◆ YOUR TASK:
I would like every record below transcribed exactly as it is.
[Opening THE DATA section]
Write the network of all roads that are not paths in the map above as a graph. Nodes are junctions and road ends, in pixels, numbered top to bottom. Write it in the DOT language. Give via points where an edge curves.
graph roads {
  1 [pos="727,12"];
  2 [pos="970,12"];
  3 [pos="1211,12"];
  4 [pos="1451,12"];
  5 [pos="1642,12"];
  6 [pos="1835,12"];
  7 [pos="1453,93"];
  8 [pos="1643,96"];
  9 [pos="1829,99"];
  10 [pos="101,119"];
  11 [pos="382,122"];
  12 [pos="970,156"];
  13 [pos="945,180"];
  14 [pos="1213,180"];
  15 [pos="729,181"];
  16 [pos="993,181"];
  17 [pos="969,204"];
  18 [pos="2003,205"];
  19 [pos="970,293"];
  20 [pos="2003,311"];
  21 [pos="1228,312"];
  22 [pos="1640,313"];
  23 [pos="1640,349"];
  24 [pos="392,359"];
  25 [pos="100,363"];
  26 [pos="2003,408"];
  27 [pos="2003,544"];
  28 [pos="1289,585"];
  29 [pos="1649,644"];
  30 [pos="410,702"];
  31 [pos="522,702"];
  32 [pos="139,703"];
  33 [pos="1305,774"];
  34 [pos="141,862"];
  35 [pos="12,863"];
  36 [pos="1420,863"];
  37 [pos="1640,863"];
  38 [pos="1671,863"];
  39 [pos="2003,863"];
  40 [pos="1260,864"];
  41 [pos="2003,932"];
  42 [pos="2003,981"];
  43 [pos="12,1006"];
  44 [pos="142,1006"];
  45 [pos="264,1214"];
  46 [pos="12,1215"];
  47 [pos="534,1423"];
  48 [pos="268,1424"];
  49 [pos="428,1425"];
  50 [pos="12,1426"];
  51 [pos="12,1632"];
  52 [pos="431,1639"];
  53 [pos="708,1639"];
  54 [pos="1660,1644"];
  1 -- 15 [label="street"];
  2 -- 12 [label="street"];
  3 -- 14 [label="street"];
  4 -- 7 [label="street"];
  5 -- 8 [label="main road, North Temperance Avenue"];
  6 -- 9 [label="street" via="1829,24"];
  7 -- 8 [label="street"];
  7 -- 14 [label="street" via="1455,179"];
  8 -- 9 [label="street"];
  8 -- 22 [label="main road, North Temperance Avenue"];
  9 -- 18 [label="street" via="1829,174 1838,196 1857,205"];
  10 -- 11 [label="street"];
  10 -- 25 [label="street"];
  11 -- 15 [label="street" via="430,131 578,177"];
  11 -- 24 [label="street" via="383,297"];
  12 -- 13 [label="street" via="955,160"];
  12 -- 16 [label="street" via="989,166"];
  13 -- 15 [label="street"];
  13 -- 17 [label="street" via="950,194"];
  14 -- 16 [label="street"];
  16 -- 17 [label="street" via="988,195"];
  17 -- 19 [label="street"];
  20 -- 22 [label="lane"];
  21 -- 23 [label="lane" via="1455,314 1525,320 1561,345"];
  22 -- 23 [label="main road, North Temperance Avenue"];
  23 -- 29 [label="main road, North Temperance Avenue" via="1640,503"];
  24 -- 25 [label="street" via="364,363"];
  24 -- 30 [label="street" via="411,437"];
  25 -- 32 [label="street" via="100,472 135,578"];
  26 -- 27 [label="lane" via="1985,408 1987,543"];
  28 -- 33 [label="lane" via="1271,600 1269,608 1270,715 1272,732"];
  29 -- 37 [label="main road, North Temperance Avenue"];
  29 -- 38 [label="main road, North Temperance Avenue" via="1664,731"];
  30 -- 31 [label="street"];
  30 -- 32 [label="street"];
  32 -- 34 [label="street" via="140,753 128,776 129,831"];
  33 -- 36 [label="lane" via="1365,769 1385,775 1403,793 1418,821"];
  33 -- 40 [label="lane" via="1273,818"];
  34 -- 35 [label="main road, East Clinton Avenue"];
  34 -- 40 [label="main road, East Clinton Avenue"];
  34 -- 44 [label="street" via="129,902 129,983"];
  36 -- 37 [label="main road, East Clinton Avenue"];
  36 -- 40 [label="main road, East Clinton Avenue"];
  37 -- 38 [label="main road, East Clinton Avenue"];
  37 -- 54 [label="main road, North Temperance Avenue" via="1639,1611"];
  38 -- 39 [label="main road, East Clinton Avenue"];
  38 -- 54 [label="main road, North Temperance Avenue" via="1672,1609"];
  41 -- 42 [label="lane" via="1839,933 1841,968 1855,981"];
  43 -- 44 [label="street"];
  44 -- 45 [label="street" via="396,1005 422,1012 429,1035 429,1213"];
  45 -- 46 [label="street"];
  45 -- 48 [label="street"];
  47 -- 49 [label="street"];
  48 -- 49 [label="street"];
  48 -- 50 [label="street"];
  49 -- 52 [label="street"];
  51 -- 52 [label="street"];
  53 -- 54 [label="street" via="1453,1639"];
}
[Closing THE DATA section]
◆ TASK ANSWER:
Write the network of all roads that are not paths in the map above as a graph. Nodes are junctions and road ends, in pixels, numbered top to bottom. Write it in the DOT language. Give via points where an edge curves.
graph roads {
  1 [pos="727,12"];
  2 [pos="970,12"];
  3 [pos="1211,12"];
  4 [pos="1451,12"];
  5 [pos="1642,12"];
  6 [pos="1835,12"];
  7 [pos="1453,93"];
  8 [pos="1643,96"];
  9 [pos="1829,99"];
  10 [pos="101,119"];
  11 [pos="382,122"];
  12 [pos="970,156"];
  13 [pos="945,180"];
  14 [pos="1213,180"];
  15 [pos="729,181"];
  16 [pos="993,181"];
  17 [pos="969,204"];
  18 [pos="2003,205"];
  19 [pos="970,293"];
  20 [pos="2003,311"];
  21 [pos="1228,312"];
  22 [pos="1640,313"];
  23 [pos="1640,349"];
  24 [pos="392,359"];
  25 [pos="100,363"];
  26 [pos="2003,408"];
  27 [pos="2003,544"];
  28 [pos="1289,585"];
  29 [pos="1649,644"];
  30 [pos="410,702"];
  31 [pos="522,702"];
  32 [pos="139,703"];
  33 [pos="1305,774"];
  34 [pos="141,862"];
  35 [pos="12,863"];
  36 [pos="1420,863"];
  37 [pos="1640,863"];
  38 [pos="1671,863"];
  39 [pos="2003,863"];
  40 [pos="1260,864"];
  41 [pos="2003,932"];
  42 [pos="2003,981"];
  43 [pos="12,1006"];
  44 [pos="142,1006"];
  45 [pos="264,1214"];
  46 [pos="12,1215"];
  47 [pos="534,1423"];
  48 [pos="268,1424"];
  49 [pos="428,1425"];
  50 [pos="12,1426"];
  51 [pos="12,1632"];
  52 [pos="431,1639"];
  53 [pos="708,1639"];
  54 [pos="1660,1644"];
  1 -- 15 [label="street"];
  2 -- 12 [label="street"];
  3 -- 14 [label="street"];
  4 -- 7 [label="street"];
  5 -- 8 [label="main road, North Temperance Avenue"];
  6 -- 9 [label="street" via="1829,24"];
  7 -- 8 [label="street"];
  7 -- 14 [label="street" via="1455,179"];
  8 -- 9 [label="street"];
  8 -- 22 [label="main road, North Temperance Avenue"];
  9 -- 18 [label="street" via="1829,174 1838,196 1857,205"];
  10 -- 11 [label="street"];
  10 -- 25 [label="street"];
  11 -- 15 [label="street" via="430,131 578,177"];
  11 -- 24 [label="street" via="383,297"];
  12 -- 13 [label="street" via="955,160"];
  12 -- 16 [label="street" via="989,166"];
  13 -- 15 [label="street"];
  13 -- 17 [label="street" via="950,194"];
  14 -- 16 [label="street"];
  16 -- 17 [label="street" via="988,195"];
  17 -- 19 [label="street"];
  20 -- 22 [label="lane"];
  21 -- 23 [label="lane" via="1455,314 1525,320 1561,345"];
  22 -- 23 [label="main road, North Temperance Avenue"];
  23 -- 29 [label="main road, North Temperance Avenue" via="1640,503"];
  24 -- 25 [label="street" via="364,363"];
  24 -- 30 [label="street" via="411,437"];
  25 -- 32 [label="street" via="100,472 135,578"];
  26 -- 27 [label="lane" via="1985,408 1987,543"];
  28 -- 33 [label="lane" via="1271,600 1269,608 1270,715 1272,732"];
  29 -- 37 [label="main road, North Temperance Avenue"];
  29 -- 38 [label="main road, North Temperance Avenue" via="1664,731"];
  30 -- 31 [label="street"];
  30 -- 32 [label="street"];
  32 -- 34 [label="street" via="140,753 128,776 129,831"];
  33 -- 36 [label="lane" via="1365,769 1385,775 1403,793 1418,821"];
  33 -- 40 [label="lane" via="1273,818"];
  34 -- 35 [label="main road, East Clinton Avenue"];
  34 -- 40 [label="main road, East Clinton Avenue"];
  34 -- 44 [label="street" via="129,902 129,983"];
  36 -- 37 [label="main road, East Clinton Avenue"];
  36 -- 40 [label="main road, East Clinton Avenue"];
  37 -- 38 [label="main road, East Clinton Avenue"];
  37 -- 54 [label="main road, North Temperance Avenue" via="1639,1611"];
  38 -- 39 [label="main road, East Clinton Avenue"];
  38 -- 54 [label="main road, North Temperance Avenue" via="1672,1609"];
  41 -- 42 [label="lane" via="1839,933 1841,968 1855,981"];
  43 -- 44 [label="street"];
  44 -- 45 [label="street" via="396,1005 422,1012 429,1035 429,1213"];
  45 -- 46 [label="street"];
  45 -- 48 [label="street"];
  47 -- 49 [label="street"];
  48 -- 49 [label="street"];
  48 -- 50 [label="street"];
  49 -- 52 [label="street"];
  51 -- 52 [label="street"];
  53 -- 54 [label="street" via="1453,1639"];
}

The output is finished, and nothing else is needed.